Identifying regressions via bisection is one of those software debugging techniques that I find under utilized and under appreciated in the software industry. Bisection can be used to isolate changes in anything from BIOS updates to software updates to source code changes. This article provides a backgrounder on what bisection is, and how it is useful in identifying points where a regression has been introduced.
This is the first in a set of three posts covering regressions.
Bisection Method in Mathematics
Wikipedia defines the Bisection Method as follows.
The bisection method in mathematics, is a root-finding method which repeatedly bisects an interval then selects a sub-interval in which a root must lie for further processing. It is a very simple and robust method, but it is also relatively slow. Because of this, it is often used to obtain a rough approximation to a solution which is then used as a starting point for more rapidly converging methods.The method is also called the binary search method and is similar to the computer science Binary Search, where the range of possible solutions is halved each iteration.

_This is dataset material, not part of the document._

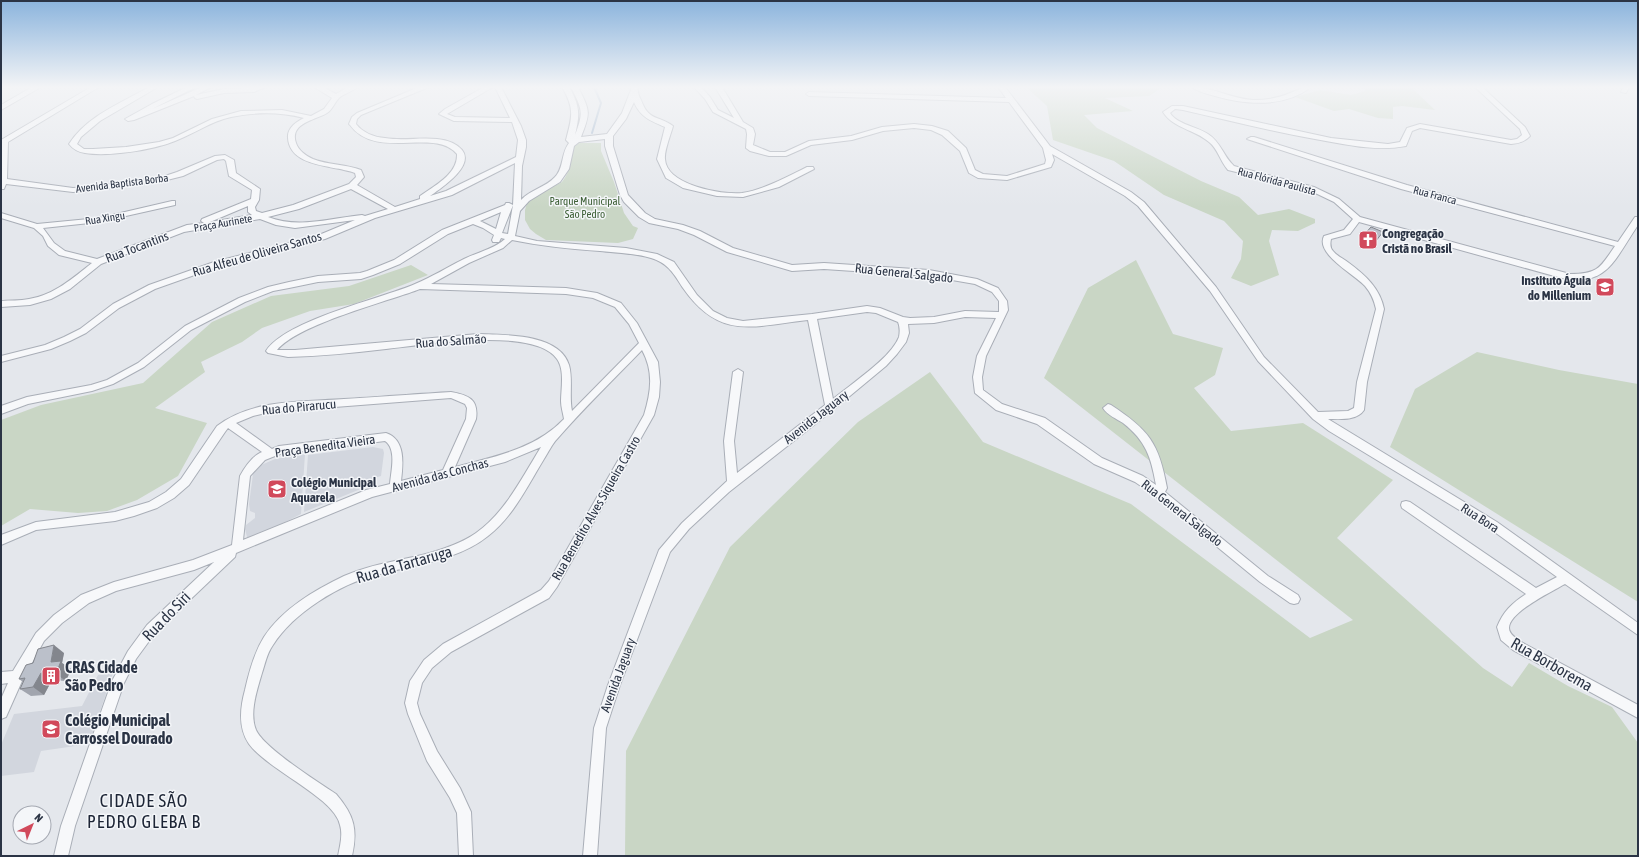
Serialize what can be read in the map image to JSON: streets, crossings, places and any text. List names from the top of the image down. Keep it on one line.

With a matching diagram as shown below.
As can be seen, it is a method of determining the root (zero crossing) of a continuous function. Its mechanism is to bisect (divide into two equal parts) to determine over which half the root resides. Once the side containing the root been determined, the same bisection process is repeated. After a number of iterations, alternate root finding methods are generally more efficient. For example, if you have a function with values of x ranging from 0 to 1 and your root crossing value is 0.500000001, you will spend a lot of time approaching that number (0.5,0.75,0.625,etc).
Bisection Method Applied to Software
Moving to the software domain moves from a continuous approximation to a function with discrete steps. This allows us to move from a method of approximation to an efficient and consistent method of finding a particular solution. Let us take the continuous function above, and allow that to be some function that represents either the number of tests that pass or a convenient benchmark.
For example consider a change in the passing tests as shown below
Now we can convert that into a line graph similar to
The similarity to the mathematical bisection method shown in Dake’s diagram above should be clear. With that basis, we can apply the same root finding process.
Fortunately with software, we have discrete units of builds or checkins rather than a continuous function. In mathematics, bisection is an approximation method – you incrementally get closer to the crossing point. For discrete units, when the accuracy of your estimate becomes less than your discrete interval, you have found the two discrete units that represent the crossover point. In the diagram above, you we can see that this transition occurs between r135 and r136.
A Word on Software Regressions
Let’s explore the terms regression and regression testing for a moment. IEEE defines regression testing as follows.
Selective retesting of a system or component to verify that modifications have not caused unintended effects and that the system or component still complies with its specified requirements.
I agree with this statement, and it is one of the few definitions that points to a regression as being any unintended change. This allow regressions to be interpreted as both negative and positive, or detrimental or beneficial. The beneficial regressions could be an increase in tests passing, or an increase in performance of a system. On first pass a beneficial regression might seem great, the system is working better or faster. However the unexpected part of the definition changes our interpretation completely.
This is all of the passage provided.